Saved data entries:
►
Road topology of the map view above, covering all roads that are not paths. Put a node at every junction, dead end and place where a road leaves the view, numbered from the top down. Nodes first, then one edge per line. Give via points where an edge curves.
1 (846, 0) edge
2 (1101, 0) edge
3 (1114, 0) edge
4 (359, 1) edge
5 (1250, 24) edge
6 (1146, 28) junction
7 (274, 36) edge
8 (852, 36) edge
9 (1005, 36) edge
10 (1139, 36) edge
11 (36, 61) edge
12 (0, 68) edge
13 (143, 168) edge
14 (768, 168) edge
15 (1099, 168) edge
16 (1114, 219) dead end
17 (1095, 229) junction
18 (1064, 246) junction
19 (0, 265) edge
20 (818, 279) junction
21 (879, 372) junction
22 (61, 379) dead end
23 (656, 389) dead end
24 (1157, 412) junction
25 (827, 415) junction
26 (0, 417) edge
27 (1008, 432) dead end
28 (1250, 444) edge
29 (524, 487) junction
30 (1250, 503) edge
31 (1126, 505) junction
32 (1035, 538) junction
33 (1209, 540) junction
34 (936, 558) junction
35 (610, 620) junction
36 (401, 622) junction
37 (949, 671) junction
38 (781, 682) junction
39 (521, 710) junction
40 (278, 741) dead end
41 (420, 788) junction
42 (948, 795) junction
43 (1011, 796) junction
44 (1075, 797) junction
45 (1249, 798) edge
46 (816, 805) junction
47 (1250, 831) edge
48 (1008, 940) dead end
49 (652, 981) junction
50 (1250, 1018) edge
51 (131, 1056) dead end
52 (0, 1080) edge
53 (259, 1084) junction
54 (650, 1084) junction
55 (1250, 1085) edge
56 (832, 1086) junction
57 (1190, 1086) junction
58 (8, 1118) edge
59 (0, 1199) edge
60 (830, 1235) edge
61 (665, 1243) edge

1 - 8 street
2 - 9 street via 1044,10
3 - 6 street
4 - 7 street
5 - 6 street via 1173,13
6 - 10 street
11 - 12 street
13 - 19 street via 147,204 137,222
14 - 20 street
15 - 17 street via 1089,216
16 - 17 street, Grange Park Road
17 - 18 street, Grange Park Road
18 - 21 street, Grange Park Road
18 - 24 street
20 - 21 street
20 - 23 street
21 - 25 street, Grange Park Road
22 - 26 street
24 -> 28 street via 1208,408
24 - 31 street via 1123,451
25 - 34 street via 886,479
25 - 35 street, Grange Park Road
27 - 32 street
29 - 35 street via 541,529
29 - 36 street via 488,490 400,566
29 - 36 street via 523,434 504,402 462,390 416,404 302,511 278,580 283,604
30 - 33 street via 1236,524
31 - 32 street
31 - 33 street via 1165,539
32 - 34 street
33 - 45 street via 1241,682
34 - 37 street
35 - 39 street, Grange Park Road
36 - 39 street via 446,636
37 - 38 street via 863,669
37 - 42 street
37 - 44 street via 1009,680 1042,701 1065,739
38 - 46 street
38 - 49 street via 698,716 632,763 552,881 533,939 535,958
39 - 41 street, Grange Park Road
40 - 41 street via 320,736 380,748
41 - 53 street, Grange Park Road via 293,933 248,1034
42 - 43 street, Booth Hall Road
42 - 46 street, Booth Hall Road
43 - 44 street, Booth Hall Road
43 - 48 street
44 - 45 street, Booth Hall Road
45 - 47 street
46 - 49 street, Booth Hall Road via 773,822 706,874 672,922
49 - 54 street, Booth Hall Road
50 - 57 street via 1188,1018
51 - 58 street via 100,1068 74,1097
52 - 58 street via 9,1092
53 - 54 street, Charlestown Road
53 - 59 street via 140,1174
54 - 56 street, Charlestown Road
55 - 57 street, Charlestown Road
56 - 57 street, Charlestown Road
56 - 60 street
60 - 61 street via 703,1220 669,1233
◄
• **THE TASK**:
The expected output is the complete data, repeated exactly.

• **RESULT FOR THIS TASK**:
Road topology of the map view above, covering all roads that are not paths. Put a node at every junction, dead end and place where a road leaves the view, numbered from the top down. Nodes first, then one edge per line. Give via points where an edge curves.
1 (846, 0) edge
2 (1101, 0) edge
3 (1114, 0) edge
4 (359, 1) edge
5 (1250, 24) edge
6 (1146, 28) junction
7 (274, 36) edge
8 (852, 36) edge
9 (1005, 36) edge
10 (1139, 36) edge
11 (36, 61) edge
12 (0, 68) edge
13 (143, 168) edge
14 (768, 168) edge
15 (1099, 168) edge
16 (1114, 219) dead end
17 (1095, 229) junction
18 (1064, 246) junction
19 (0, 265) edge
20 (818, 279) junction
21 (879, 372) junction
22 (61, 379) dead end
23 (656, 389) dead end
24 (1157, 412) junction
25 (827, 415) junction
26 (0, 417) edge
27 (1008, 432) dead end
28 (1250, 444) edge
29 (524, 487) junction
30 (1250, 503) edge
31 (1126, 505) junction
32 (1035, 538) junction
33 (1209, 540) junction
34 (936, 558) junction
35 (610, 620) junction
36 (401, 622) junction
37 (949, 671) junction
38 (781, 682) junction
39 (521, 710) junction
40 (278, 741) dead end
41 (420, 788) junction
42 (948, 795) junction
43 (1011, 796) junction
44 (1075, 797) junction
45 (1249, 798) edge
46 (816, 805) junction
47 (1250, 831) edge
48 (1008, 940) dead end
49 (652, 981) junction
50 (1250, 1018) edge
51 (131, 1056) dead end
52 (0, 1080) edge
53 (259, 1084) junction
54 (650, 1084) junction
55 (1250, 1085) edge
56 (832, 1086) junction
57 (1190, 1086) junction
58 (8, 1118) edge
59 (0, 1199) edge
60 (830, 1235) edge
61 (665, 1243) edge

1 - 8 street
2 - 9 street via 1044,10
3 - 6 street
4 - 7 street
5 - 6 street via 1173,13
6 - 10 street
11 - 12 street
13 - 19 street via 147,204 137,222
14 - 20 street
15 - 17 street via 1089,216
16 - 17 street, Grange Park Road
17 - 18 street, Grange Park Road
18 - 21 street, Grange Park Road
18 - 24 street
20 - 21 street
20 - 23 street
21 - 25 street, Grange Park Road
22 - 26 street
24 -> 28 street via 1208,408
24 - 31 street via 1123,451
25 - 34 street via 886,479
25 - 35 street, Grange Park Road
27 - 32 street
29 - 35 street via 541,529
29 - 36 street via 488,490 400,566
29 - 36 street via 523,434 504,402 462,390 416,404 302,511 278,580 283,604
30 - 33 street via 1236,524
31 - 32 street
31 - 33 street via 1165,539
32 - 34 street
33 - 45 street via 1241,682
34 - 37 street
35 - 39 street, Grange Park Road
36 - 39 street via 446,636
37 - 38 street via 863,669
37 - 42 street
37 - 44 street via 1009,680 1042,701 1065,739
38 - 46 street
38 - 49 street via 698,716 632,763 552,881 533,939 535,958
39 - 41 street, Grange Park Road
40 - 41 street via 320,736 380,748
41 - 53 street, Grange Park Road via 293,933 248,1034
42 - 43 street, Booth Hall Road
42 - 46 street, Booth Hall Road
43 - 44 street, Booth Hall Road
43 - 48 street
44 - 45 street, Booth Hall Road
45 - 47 street
46 - 49 street, Booth Hall Road via 773,822 706,874 672,922
49 - 54 street, Booth Hall Road
50 - 57 street via 1188,1018
51 - 58 street via 100,1068 74,1097
52 - 58 street via 9,1092
53 - 54 street, Charlestown Road
53 - 59 street via 140,1174
54 - 56 street, Charlestown Road
55 - 57 street, Charlestown Road
56 - 57 street, Charlestown Road
56 - 60 street
60 - 61 street via 703,1220 669,1233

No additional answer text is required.